[What is being asked]:
Nothing but an exact reproduction of the records, pictures excluded, should be returned.
━━━━
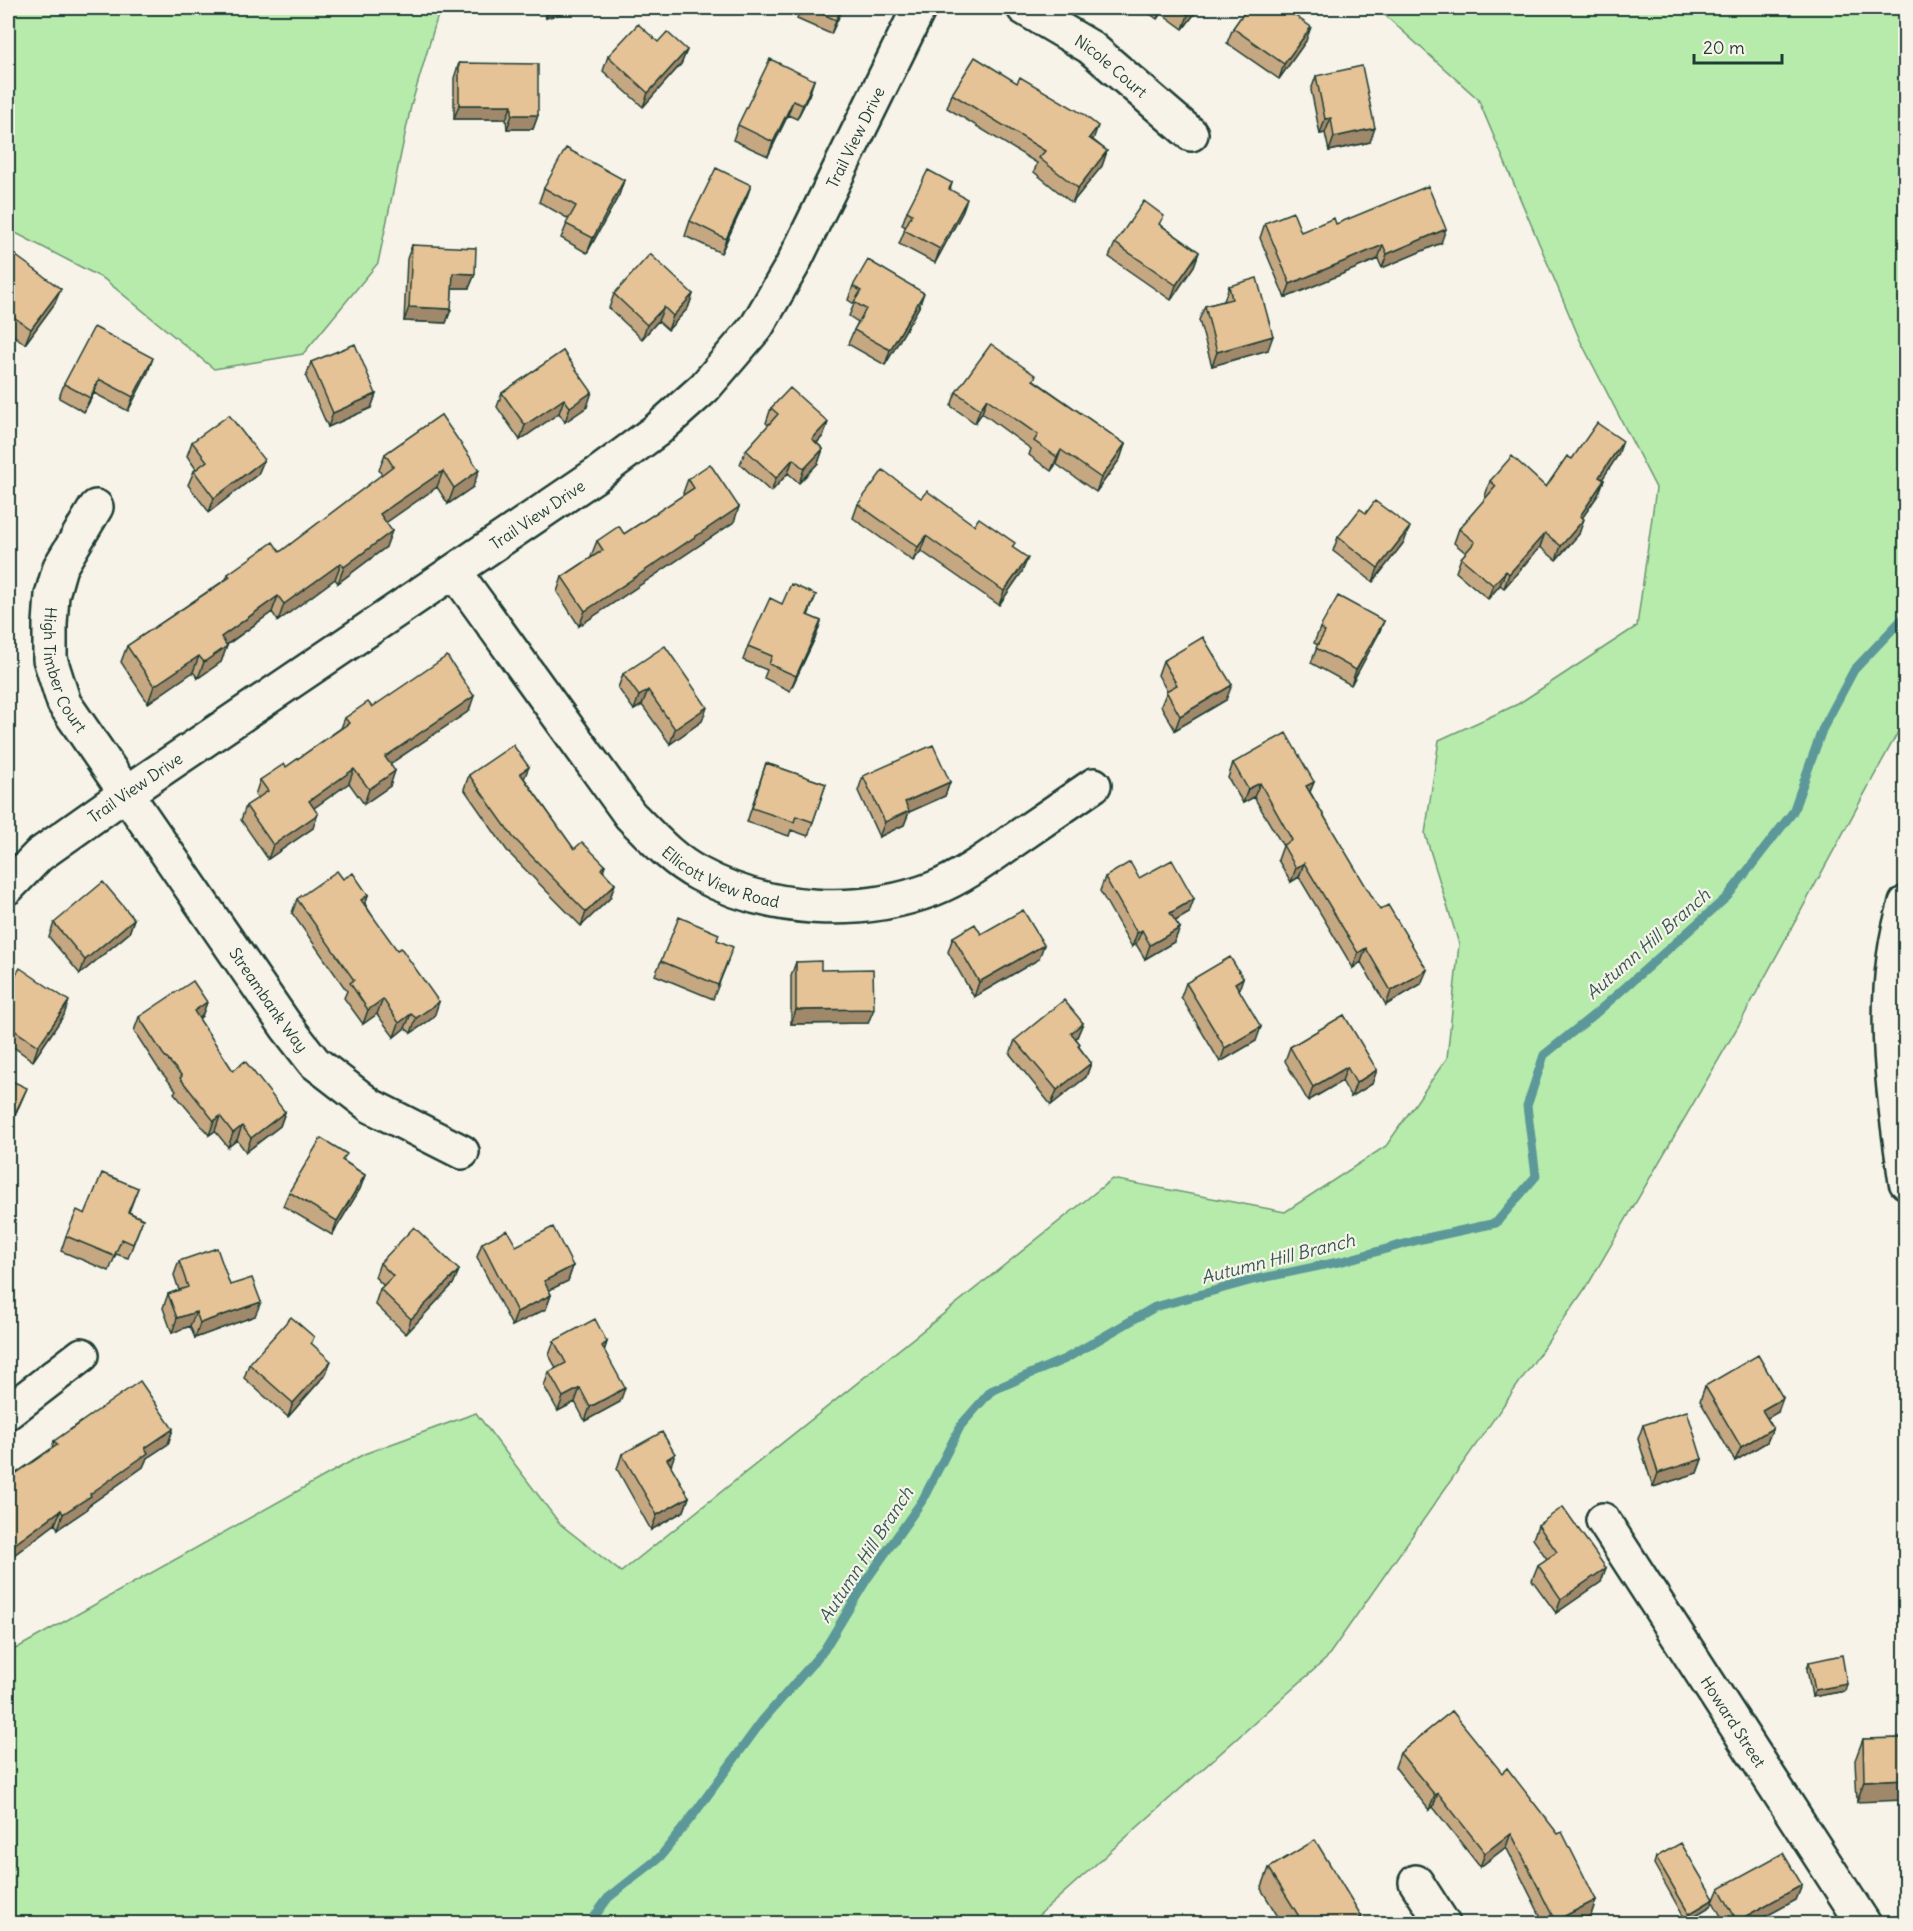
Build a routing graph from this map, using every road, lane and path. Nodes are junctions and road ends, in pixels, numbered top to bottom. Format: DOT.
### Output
graph roads {
  1 [pos="919,8"];
  2 [pos="1024,8"];
  3 [pos="1191,134"];
  4 [pos="96,507"];
  5 [pos="455,572"];
  6 [pos="1094,785"];
  7 [pos="125,794"];
  8 [pos="8,887"];
  9 [pos="1905,903"];
  10 [pos="1902,1117"];
  11 [pos="462,1152"];
  12 [pos="1905,1182"];
  13 [pos="82,1355"];
  14 [pos="8,1412"];
  15 [pos="1603,1520"];
  16 [pos="1416,1882"];
  17 [pos="1443,1923"];
  18 [pos="1864,1923"];
  1 -- 5 [label="street, Trail View Drive"];
  2 -- 3 [label="street, Nicole Court"];
  4 -- 7 [label="street, High Timber Court"];
  5 -- 6 [label="street, Ellicott View Road"];
  5 -- 7 [label="street, Trail View Drive"];
  7 -- 8 [label="street, Trail View Drive"];
  7 -- 11 [label="street, Streambank Way"];
  9 -- 10 [label="street"];
  10 -- 12 [label="street"];
  13 -- 14 [label="street"];
  15 -- 18 [label="street, Howard Street"];
  16 -- 17 [label="street"];
}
━━━━
[Finished task]:
Build a routing graph from this map, using every road, lane and path. Nodes are junctions and road ends, in pixels, numbered top to bottom. Format: DOT.
### Output
graph roads {
  1 [pos="919,8"];
  2 [pos="1024,8"];
  3 [pos="1191,134"];
  4 [pos="96,507"];
  5 [pos="455,572"];
  6 [pos="1094,785"];
  7 [pos="125,794"];
  8 [pos="8,887"];
  9 [pos="1905,903"];
  10 [pos="1902,1117"];
  11 [pos="462,1152"];
  12 [pos="1905,1182"];
  13 [pos="82,1355"];
  14 [pos="8,1412"];
  15 [pos="1603,1520"];
  16 [pos="1416,1882"];
  17 [pos="1443,1923"];
  18 [pos="1864,1923"];
  1 -- 5 [label="street, Trail View Drive"];
  2 -- 3 [label="street, Nicole Court"];
  4 -- 7 [label="street, High Timber Court"];
  5 -- 6 [label="street, Ellicott View Road"];
  5 -- 7 [label="street, Trail View Drive"];
  7 -- 8 [label="street, Trail View Drive"];
  7 -- 11 [label="street, Streambank Way"];
  9 -- 10 [label="street"];
  10 -- 12 [label="street"];
  13 -- 14 [label="street"];
  15 -- 18 [label="street, Howard Street"];
  16 -- 17 [label="street"];
}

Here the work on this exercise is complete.